# LSTM Bag of Words Investigation

## Load imports.

In [1]:
# Make common scripts visible
import sys
sys.path.append('../common/')

from gensim.models import KeyedVectors
import numpy as np

from loader import load_preprocessed_data
from word_embeddings import DocToIntSequenceConverter
from lstm import LstmPredictor
from lookup_tables import int_to_topic_code, topic_code_to_topic_dict, topic_code_to_int
from sklearn.metrics import classification_report
from sklearn.feature_extraction.text import CountVectorizer

Using TensorFlow backend.


## Load the data

In [2]:
x, y = load_preprocessed_data('data/rcv1_lemmatized.csv')
x = np.array(x)
y = np.array(y)

# Split data into 60% train, 20% validation, 20% test
total_examples = len(y)

split_point_1 = int(total_examples * 0.6)
split_point_2 = int(total_examples * 0.8)

train_x = x[:6000]
train_y = y[:6000]

val_x = x[split_point_1:split_point_2]
val_y = y[split_point_1:split_point_2]

test_x = x[split_point_2:]
test_y = y[split_point_2:]

print('Number of training examples: {}'.format(len(train_x)))
print('Number of validation examples: {}'.format(len(val_x)))
print('Number of test examples: {}'.format(len(test_x)))

Number of training examples: 6000
Number of validation examples: 18122
Number of test examples: 18122


## Pre-process the data

In [3]:
# Find the length of a tweet in words
article_lengths = np.array([len(article.split()) for article in train_x])

print('Minimum length of article in words: {}'.format(np.min(article_lengths)))
print('Maximum length of article in words: {}'.format(np.max(article_lengths)))
print('Mean length of article in words: {:.4f}'.format(np.mean(article_lengths)))
print('St dev of length of article in words: {:.4f}'.format(np.std(article_lengths)))

# Set the max sequence length to mean plus 3 standard deviations (99.7% confidence)
max_sequence_length = int(np.mean(article_lengths) + np.std(article_lengths)*3)

# Confirm not many tweets exceed this limit
articles_exceeding_limit = [article for article in train_x if len(article.split()) > max_sequence_length]
percentage_articles_exceeding_limit = (len(articles_exceeding_limit)/len(train_x))*100
print('Percentage of articles exceeding max sequence length limit: {:.4f}%'.format(percentage_articles_exceeding_limit))

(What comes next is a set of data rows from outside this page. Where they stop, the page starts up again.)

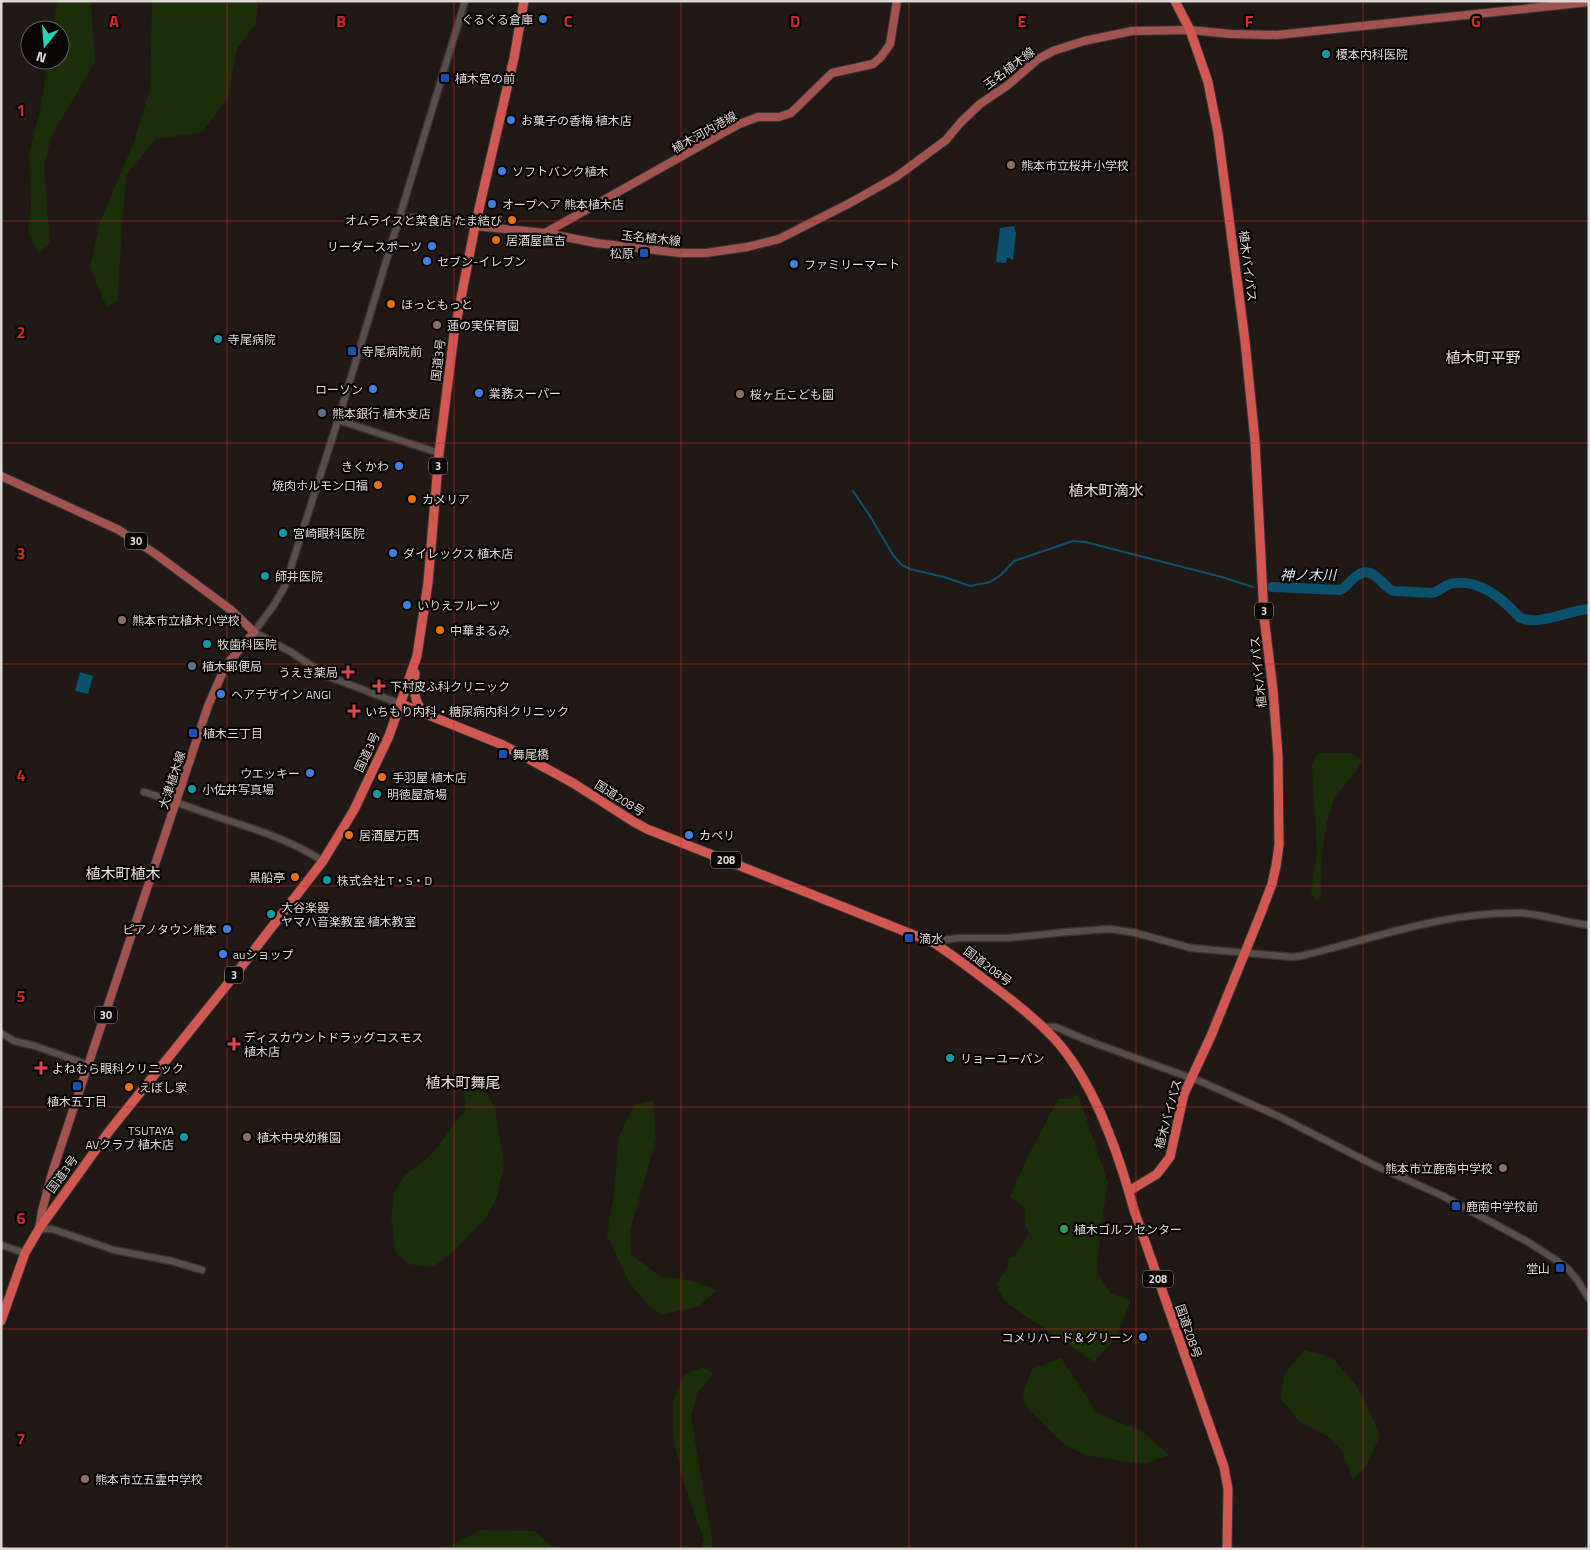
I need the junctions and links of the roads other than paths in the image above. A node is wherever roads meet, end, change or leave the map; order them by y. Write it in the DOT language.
graph roads {
  1 [pos="464,1"];
  2 [pos="524,1"];
  3 [pos="897,1"];
  4 [pos="1175,1"];
  5 [pos="1589,2"];
  6 [pos="1190,30"];
  7 [pos="400,216"];
  8 [pos="475,226"];
  9 [pos="545,233"];
  10 [pos="338,420"];
  11 [pos="439,453"];
  12 [pos="1,476"];
  13 [pos="254,632"];
  14 [pos="417,656"];
  15 [pos="401,704"];
  16 [pos="424,713"];
  17 [pos="144,792"];
  18 [pos="176,802"];
  19 [pos="323,860"];
  20 [pos="1589,926"];
  21 [pos="934,943"];
  22 [pos="1246,952"];
  23 [pos="1043,1027"];
  24 [pos="1,1033"];
  25 [pos="89,1065"];
  26 [pos="1191,1078"];
  27 [pos="1129,1191"];
  28 [pos="39,1229"];
  29 [pos="1,1245"];
  30 [pos="26,1253"];
  31 [pos="202,1270"];
  32 [pos="1589,1299"];
  33 [pos="1,1321"];
  34 [pos="1227,1549"];
  1 -- 7 [label="street"];
  2 -- 8 [label="highway, 国道3号 / 3"];
  3 -- 9 [label="main road, 植木河内港線"];
  4 -- 6 [label="highway, 植木バイパス / 3"];
  5 -- 6 [label="main road, 玉名植木線"];
  6 -- 9 [label="main road, 玉名植木線"];
  6 -- 22 [label="highway, 植木バイパス / 3"];
  7 -- 8 [label="street"];
  7 -- 10 [label="street"];
  8 -- 9 [label="main road"];
  8 -- 11 [label="highway, 国道3号 / 3"];
  10 -- 11 [label="street"];
  10 -- 13 [label="street"];
  11 -- 14 [label="highway, 国道3号 / 3"];
  12 -- 13 [label="main road, 30"];
  13 -- 15 [label="street"];
  13 -- 18 [label="main road, 大津植木線 / 30"];
  14 -- 15 [label="highway, 国道3号 / 3"];
  14 -- 16 [label="highway"];
  15 -- 16 [label="highway, 国道208号 / 208"];
  15 -- 19 [label="highway, 国道3号 / 3"];
  16 -- 21 [label="highway, 国道208号 / 208"];
  17 -- 18 [label="street"];
  18 -- 19 [label="street"];
  18 -- 25 [label="main road, 大津植木線 / 30"];
  19 -- 28 [label="highway, 国道3号 / 3"];
  20 -- 22 [label="street"];
  21 -- 22 [label="street"];
  21 -- 23 [label="highway, 国道208号 / 208"];
  22 -- 26 [label="highway, 植木バイパス / 3"];
  23 -- 26 [label="street"];
  23 -- 27 [label="highway, 国道208号 / 208"];
  24 -- 25 [label="street"];
  25 -- 28 [label="main road, 大津植木線 / 30"];
  26 -- 27 [label="highway, 植木バイパス / 3"];
  26 -- 32 [label="street"];
  27 -- 34 [label="highway, 国道208号 / 208"];
  28 -- 30 [label="highway, 国道3号 / 3"];
  28 -- 31 [label="street"];
  29 -- 30 [label="street"];
  30 -- 33 [label="highway, 国道3号 / 3"];
}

Minimum length of article in words: 6
Maximum length of article in words: 1697
Mean length of article in words: 165.0182
St dev of length of article in words: 112.3258
Percentage of articles exceeding max sequence length limit: 0.6167%


In [4]:
# Convert articles to sequence of integers representing the words
article_to_int_seq_converter = DocToIntSequenceConverter(train_x, max_sequence_length)
train_x_seq = article_to_int_seq_converter.convert_to_integer_sequences(train_x)
val_x_seq = article_to_int_seq_converter.convert_to_integer_sequences(val_x)
test_x_seq = article_to_int_seq_converter.convert_to_integer_sequences(test_x)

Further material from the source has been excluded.